SanDiegoCityWire / Metric Media Network — 990 Dossier
Prepared October 13, 2025
Quick Links to 990 Filings (Community News Foundation, EIN 83-3525020)
ProPublica Nonprofit Explorer — Community News Foundation profile: https://projects.propublica.org/nonprofits/organizations/833525020
ProPublica — Full filing (FY 2022; filed Nov 15, 2023): https://projects.propublica.org/nonprofits/organizations/833525020/202323199349325772/full
ProPublica — Full filing (FY 2020; filed Nov 14, 2021): https://projects.propublica.org/nonprofits/organizations/833525020/202123189349300422/full
CauseIQ index of PDFs (often includes direct 990 PDFs): https://www.causeiq.com/organizations/metric-media-foundation%2C833525020/
Charity Navigator — Metric Media Foundation overview: https://www.charitynavigator.org/ein/833525020
Tow Center / CJR report (Metric Media network & 2019 990 note re: Franklin Archer): https://www.cjr.org/tow_center_reports/metric-media-lobbyists-funding.php
Tow Center Pink Slime report (PDF): https://towcenter.columbia.edu/sites/default/files/content/%E2%80%9CPink%20Slime%E2%80%9D_%20Partisan%20journalism%20and%20the%20future%20of%20local%20news%20%281%29.pdf
DonorsTrust 2019 990 (grant listing includes Metric Media Foundation): https://fm.cnbc.com/applications/cnbc.com/resources/editorialfiles/2021/01/12/2019DTForm990PUBLICDISCLOSURE.pdf
WaterStone/Christian Community Foundation 2023 990 (grant to Metric Media Foundation): https://waterstone.org/wp-content/uploads/2025/01/2023-FYE03-2024-Completed-990-94315-Christian-Community-Foundation-Inc-Public-Disclosure.pdf
Who files the 990s?
SanDiegoCityWire.com appears linked to the Metric Media network. The nonprofit filing 990s connected to this network is generally listed as Community News Foundation (also described publicly as Metric Media Foundation), EIN 83-3525020, tax‑exempt since August 2019, based in Harrisonville, MO.
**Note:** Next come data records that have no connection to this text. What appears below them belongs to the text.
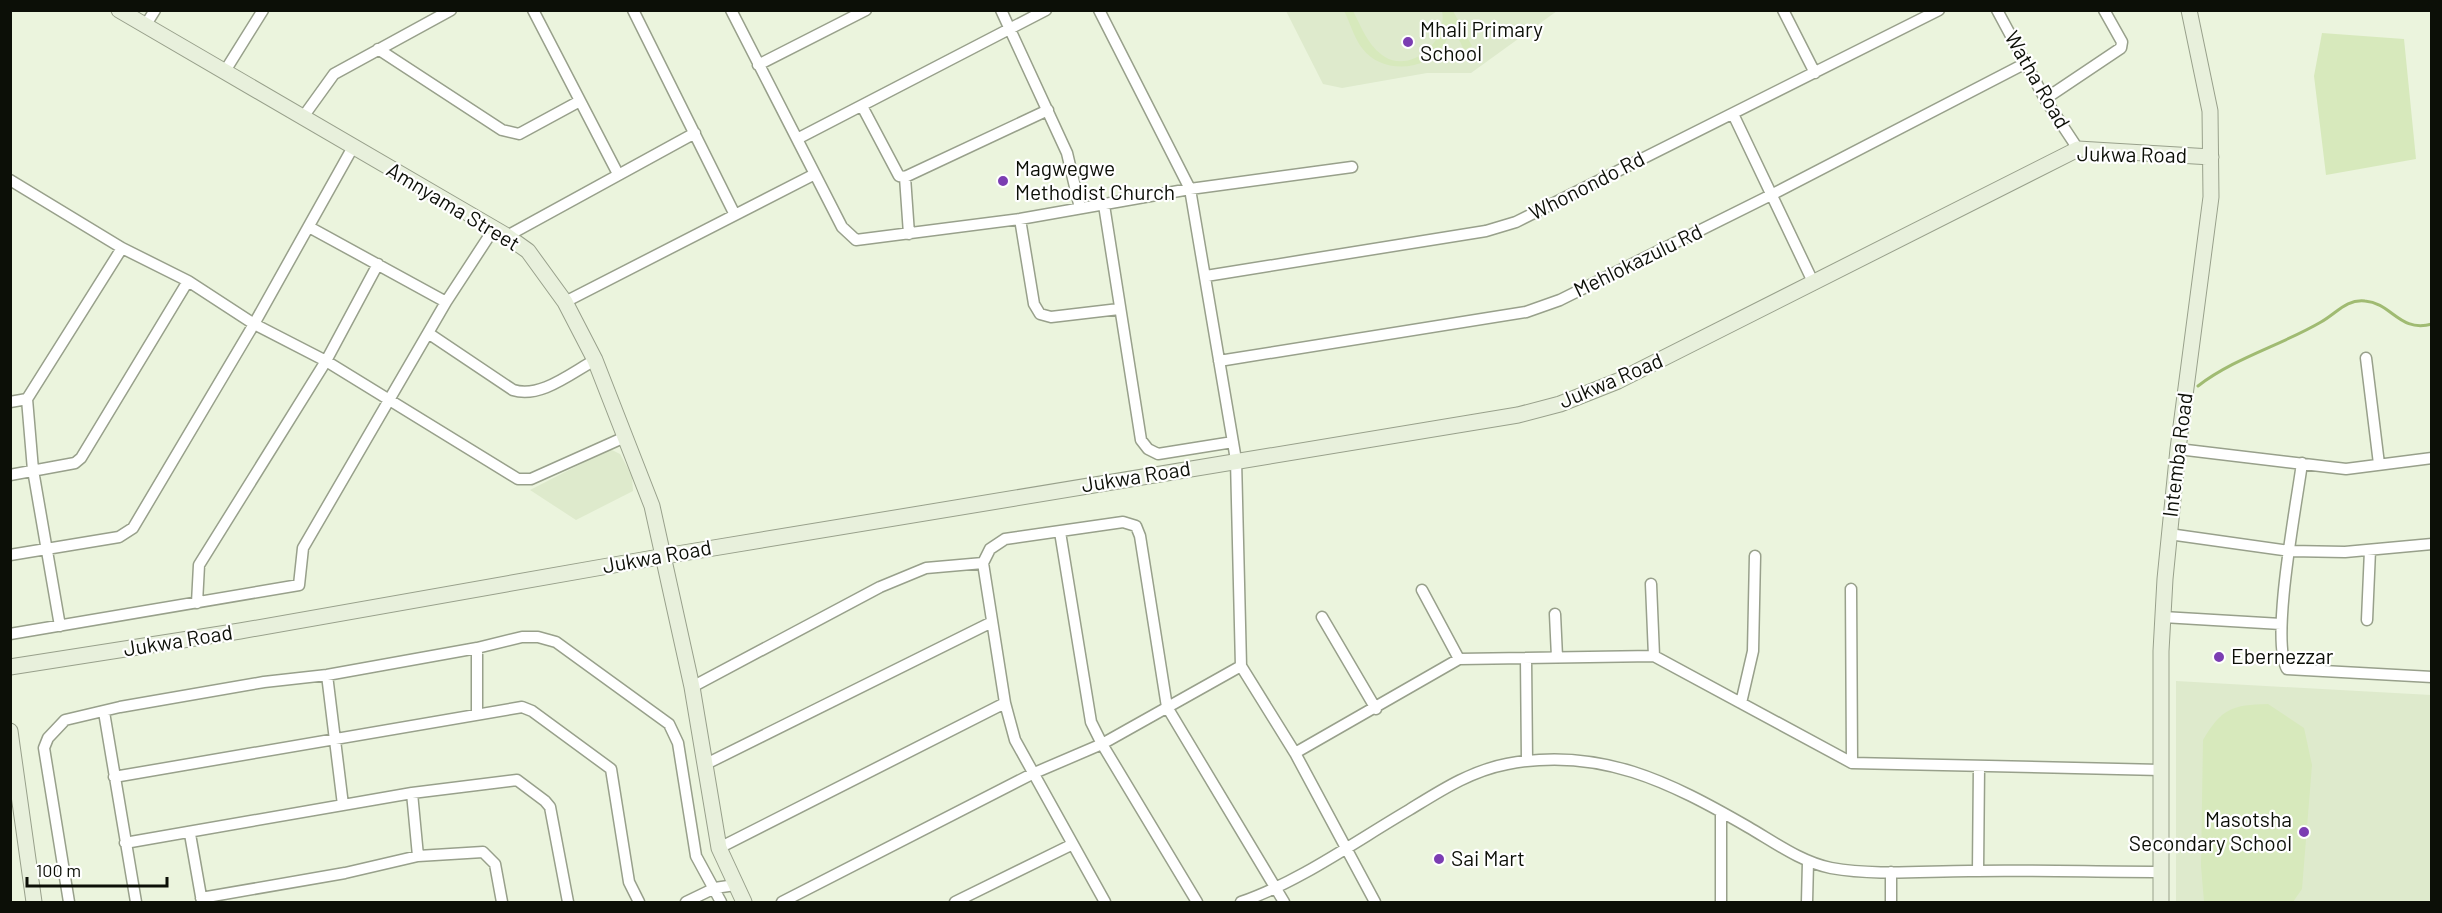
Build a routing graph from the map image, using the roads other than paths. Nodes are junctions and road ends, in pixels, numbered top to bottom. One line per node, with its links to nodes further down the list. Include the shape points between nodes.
1 (119, 10): 17 (street, Amnyama Street)
2 (155, 10): 17 (street)
3 (263, 10): 22 (street)
4 (451, 10): 19 (street)
5 (533, 10): 25 (street)
6 (633, 10): 30 (street)
7 (731, 10): 21 (street)
8 (866, 10): 21 (street)
9 (1001, 10): 18 (street)
10 (1046, 10): 18 (street)
11 (1099, 10): 40 (street)
12 (1782, 10): 23 (street)
13 (1939, 10): 23 (street, Whonondo Rd)
14 (1997, 10): 20 (street, Watha Road)
15 (2104, 10): 24 (street, via 2122,42 2121,48)
16 (2188, 10): 34 (street, Intemba Road, via 2207,95)
17 (145, 26): 22 (street, Amnyama Street)
18 (1010, 28): 26 (street); 27 (street)
19 (378, 49): 25 (street, via 502,130 519,134); 29 (street, via 330,77)
20 (2026, 63): 24 (street, Watha Road); 41 (street, Mehlokazulu Rd)
21 (758, 66): 31 (street)
22 (225, 70): 29 (street, Amnyama Street)
23 (1815, 73): 28 (street, Whonondo Rd)
24 (2045, 99): 33 (street, Watha Road)
25 (579, 102): 36 (street)
26 (863, 108): 31 (street); 38 (street, via 899,176)
27 (1048, 110): 38 (street); 43 (street, via 1067,153)
28 (1733, 114): 41 (street); 51 (street, Whonondo Rd, via 1516,222 1486,231)
29 (303, 117): 32 (street, Amnyama Street)
30 (695, 133): 36 (street); 44 (street)
31 (797, 139): 37 (street)
32 (353, 147): 46 (street); 47 (street, Amnyama Street)
33 (2078, 149): 34 (street, Jukwa Road); 53 (street, Jukwa Road)
34 (2211, 158): 68 (street, Intemba Road, via 2211,197)
35 (1352, 167): 40 (street)
36 (618, 174): 47 (street)
37 (813, 175): 44 (street); 48 (street, via 842,227 856,240)
38 (905, 177): 48 (street)
39 (10, 180): 49 (street)
40 (1190, 189): 42 (street); 51 (street)
41 (1771, 195): 53 (street); 62 (street, Mehlokazulu Rd, via 1560,300 1526,312)
42 (1104, 206): 43 (street); 56 (street)
43 (1080, 208): 45 (street)
44 (734, 213): 55 (street)
45 (1020, 219): 48 (street); 56 (street, via 1034,304 1040,314 1051,317)
46 (309, 227): 50 (street); 57 (street)
47 (500, 233): 54 (street); 55 (street, Amnyama Street, via 528,251)
48 (909, 234)
49 (122, 248): 52 (street); 63 (street)
50 (378, 264): 54 (street); 61 (street)
51 (1206, 276): 62 (street)
52 (188, 281): 57 (street); 73 (street, via 84,456 75,463)
53 (1814, 284): 70 (street, Jukwa Road, via 1618,381 1560,404 1518,415)
54 (446, 302): 58 (street)
55 (565, 302): 60 (street, Amnyama Street)
56 (1119, 309): 67 (street, via 1141,440 1148,449 1158,454)
57 (254, 324): 61 (street); 78 (street, via 133,528 119,537)
58 (428, 333): 60 (street, via 513,390 524,393 538,391); 64 (street)
59 (2366, 358): 72 (street)
60 (595, 360): 66 (street, Amnyama Street)
61 (326, 361): 64 (street); 88 (street, via 199,565)
62 (1219, 361): 67 (street)
63 (27, 399): 65 (street); 73 (street)
64 (388, 400): 66 (street, via 522,480); 88 (street, via 303,548 299,585)
65 (10, 402)
66 (625, 437): 82 (street, Amnyama Street, via 652,506)
67 (1233, 442): 70 (street)
68 (2178, 449): 71 (street); 76 (street, Intemba Road)
69 (2432, 458): 72 (street)
70 (1236, 460): 82 (street, Jukwa Road); 102 (street)
71 (2302, 463): 72 (street, via 2346,469); 80 (street)
72 (2379, 464)
73 (33, 470): 74 (street); 78 (street)
74 (10, 475)
75 (1060, 532): 84 (street, via 1005,539 990,549); 109 (street, via 1123,522 1136,526); 115 (street, via 1086,702)
76 (2169, 534): 80 (street); 90 (street, Intemba Road)
77 (2432, 544): 79 (street)
78 (46, 549): 81 (street); 95 (street)
79 (2370, 550): 80 (street); 92 (street)
80 (2290, 551): 94 (street)
81 (10, 555)
82 (665, 556): 103 (street, Jukwa Road); 106 (street, Amnyama Street)
83 (1755, 556): 108 (street, via 1754,651)
84 (983, 563): 93 (street); 106 (street, via 926,568 880,587)
85 (1651, 584): 98 (street)
86 (1851, 589): 118 (street)
87 (1422, 590): 101 (street)
88 (197, 603): 95 (street)
89 (1555, 614): 99 (street)
90 (2163, 617): 94 (street); 121 (street, Intemba Road)
91 (1322, 618): 110 (street)
92 (2367, 620)
93 (993, 621): 107 (street); 119 (street)
94 (2281, 624): 105 (street, via 2283,663 2287,669)
95 (60, 626): 96 (street)
96 (10, 634)
97 (477, 648): 104 (street); 112 (street); 139 (street, via 522,637 556,642 664,718 678,743 696,856)
98 (1654, 656): 99 (street); 108 (street)
99 (1557, 657): 100 (street)
100 (1526, 658): 101 (street); 117 (street)
101 (1459, 659): 110 (street)
102 (1241, 666): 109 (street); 116 (street)
103 (10, 667)
104 (327, 675): 111 (street, via 264,682); 114 (street)
105 (2432, 677)
106 (692, 687): 119 (street, Amnyama Street)
107 (1005, 703): 122 (street, via 1015,740); 130 (street)
108 (1741, 703): 118 (street)
109 (1167, 707): 115 (street); 138 (street)
110 (1376, 709): 116 (street)
111 (104, 711): 123 (street); 142 (street, via 66,720 48,738 44,748)
112 (477, 714): 114 (street); 146 (street, via 518,707 530,709 607,764 613,773 629,882)
113 (10, 731): 141 (street)
114 (334, 740): 123 (street); 125 (street)
115 (1102, 744): 122 (street); 153 (street)
116 (1295, 753): 131 (street)
117 (1527, 761): 126 (street, via 1608,763); 131 (street, via 1458,780)
118 (1852, 764): 120 (street)
119 (704, 765): 130 (street, Amnyama Street)
120 (1979, 766): 121 (street); 134 (street)
121 (2161, 770): 136 (street, Intemba Road)
122 (1032, 774): 129 (street); 150 (street)
123 (114, 777): 128 (street)
124 (412, 793): 125 (street); 132 (street); 145 (street, via 520,780 549,807)
125 (343, 805): 127 (street)
126 (1721, 812): 133 (street); 157 (street)
127 (190, 834): 128 (street); 140 (street)
128 (125, 843): 143 (street)
129 (1071, 844): 151 (street); 152 (street)
130 (718, 848): 137 (street, Amnyama Street)
131 (1346, 848): 138 (street); 156 (street)
132 (418, 856): 140 (street); 144 (street, via 483,852 495,864)
133 (1808, 862): 135 (street, via 1832,868); 158 (street)
134 (1978, 871): 135 (street); 136 (street)
135 (1891, 872): 159 (street)
136 (2161, 872): 160 (street, Intemba Road)
137 (735, 885): 139 (street); 149 (street, Amnyama Street)
138 (1276, 887): 154 (street); 155 (street)
139 (714, 888): 147 (street); 148 (street)
140 (202, 900)
141 (34, 903)
142 (69, 903)
143 (136, 903)
144 (502, 903)
145 (568, 903)
146 (639, 903)
147 (686, 903)
148 (721, 903)
149 (744, 903)
150 (782, 903)
151 (955, 903)
152 (1105, 903)
153 (1197, 903)
154 (1241, 903)
155 (1284, 903)
156 (1375, 903)
157 (1721, 903)
158 (1807, 903)
159 (1891, 903)
160 (2161, 903)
FY 2023 Snapshot (as reported by CauseIQ summary; verify via PDF when available):
• Total revenue: $6,036,100
• Total expenses: $6,038,123
• Total assets: $306,892
• Employees reported: 0
Source: CauseIQ listing for Community News Foundation.
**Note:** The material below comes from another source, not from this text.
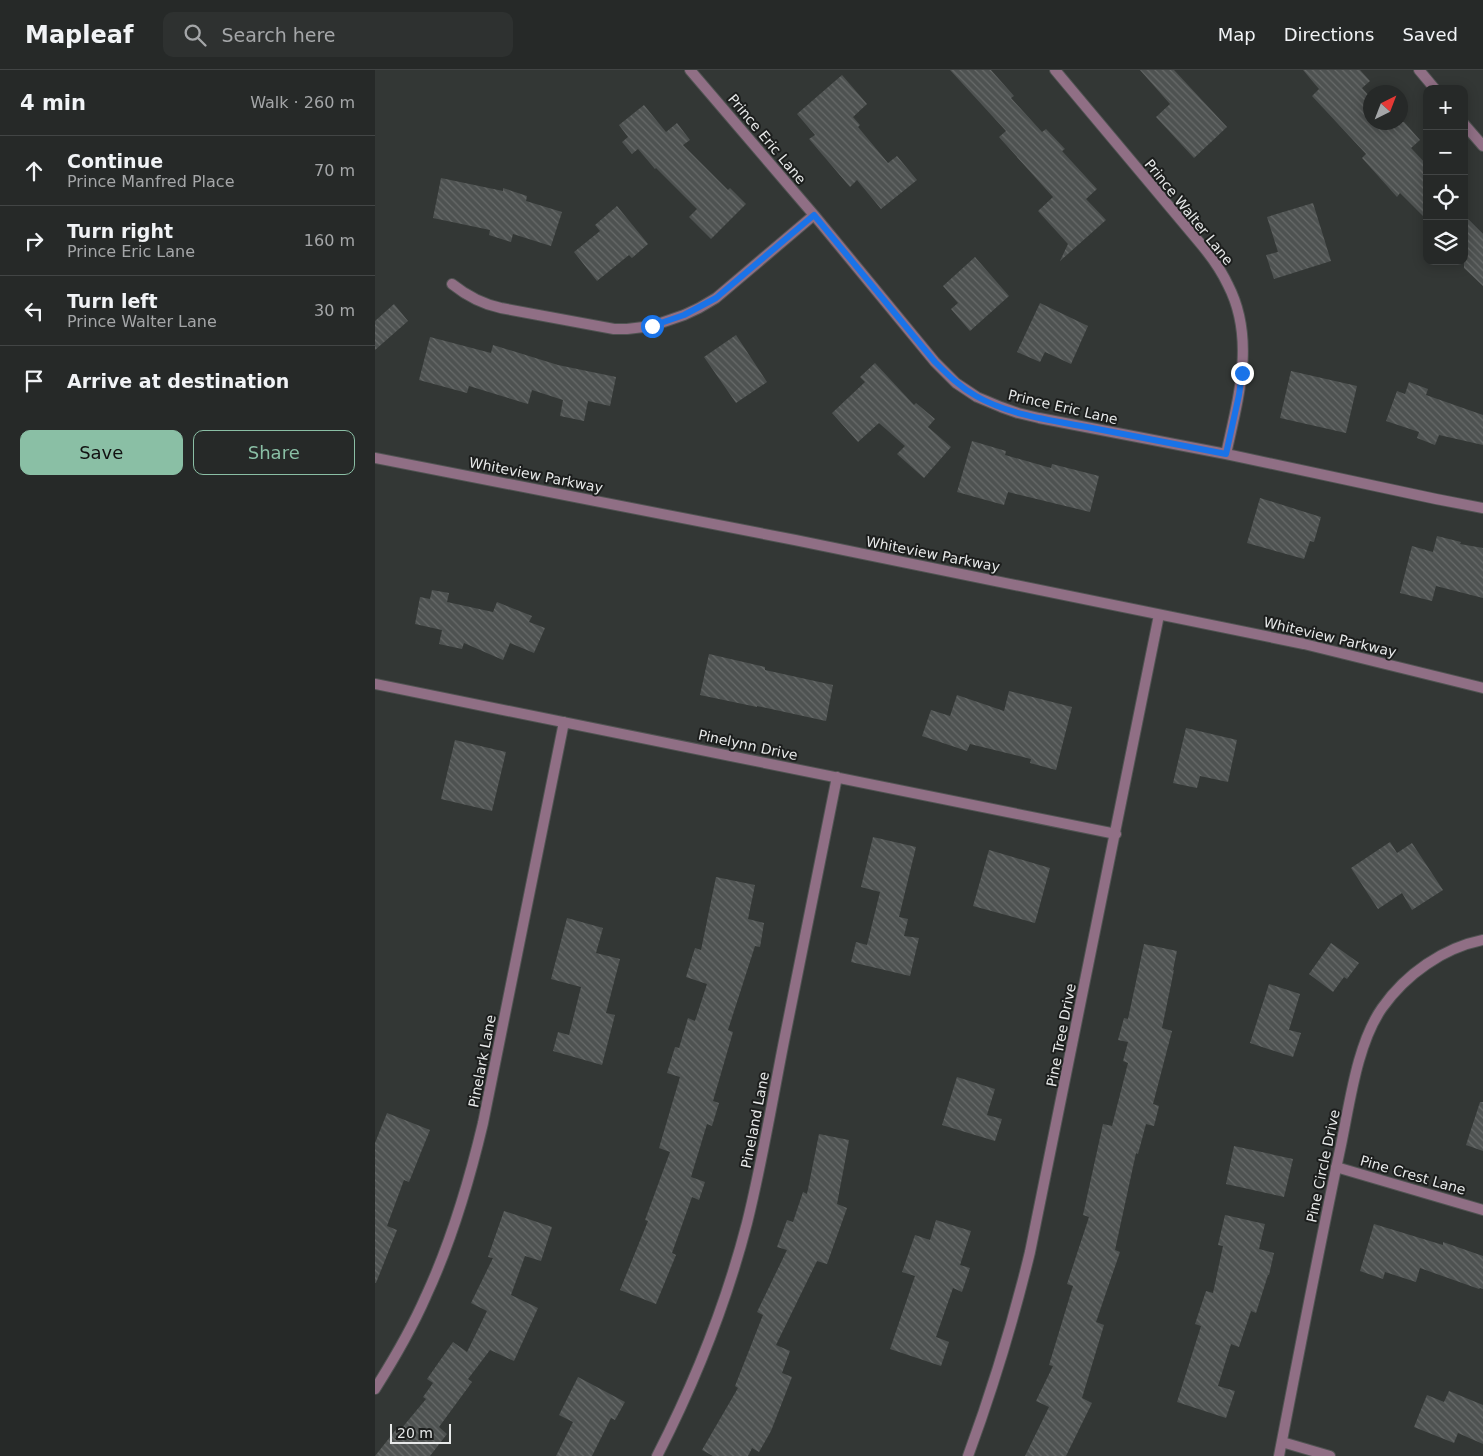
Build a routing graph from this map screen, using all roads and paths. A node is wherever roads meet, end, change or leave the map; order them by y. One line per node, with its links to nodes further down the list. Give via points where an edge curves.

FY 2022 (ProPublica full filing viewer)
Key officers/directors shown in filings around this period include: Rakesh Donthineni (President), Victor Chen (Director), and Steve Appel (Executive Director/Secretary). Compensation reported for Appel: $30,000. See ProPublica full filing viewer for FY 2022.
Notable 2019 990 Note (Tow Center / CJR)
Tow Center reported that Community News Foundation’s 2019 Form 990 disclosed more than half of its revenue — $236,750 — paid to Franklin Archer (listed as an independent contractor) for “publishing,” indicating money flows from the nonprofit to a for‑profit entity within the Metric Media orbit.
Selected External Grants To Community News Foundation (examples)
• DonorsTrust 2019 (Schedule I) — $1,270,000 “for general operations.”
• WaterStone (Christian Community Foundation) 2023 — $95,000 “general support.”
Caveats & Next Steps
• ProPublica’s viewer is a reconstruction from IRS e-file data; PDFs may differ slightly in layout.
• Some PDFs are hosted behind account walls (e.g., CauseIQ, GuideStar). The links above point to public sources or credible secondary hosts. For litigation‑grade copies, request the IRS PDF via ProPublica (where available) or the organization’s public disclosure copy.
• Additional entities (Locality Labs, Franklin Archer, Metric Media LLC) are for‑profit and do not file 990s.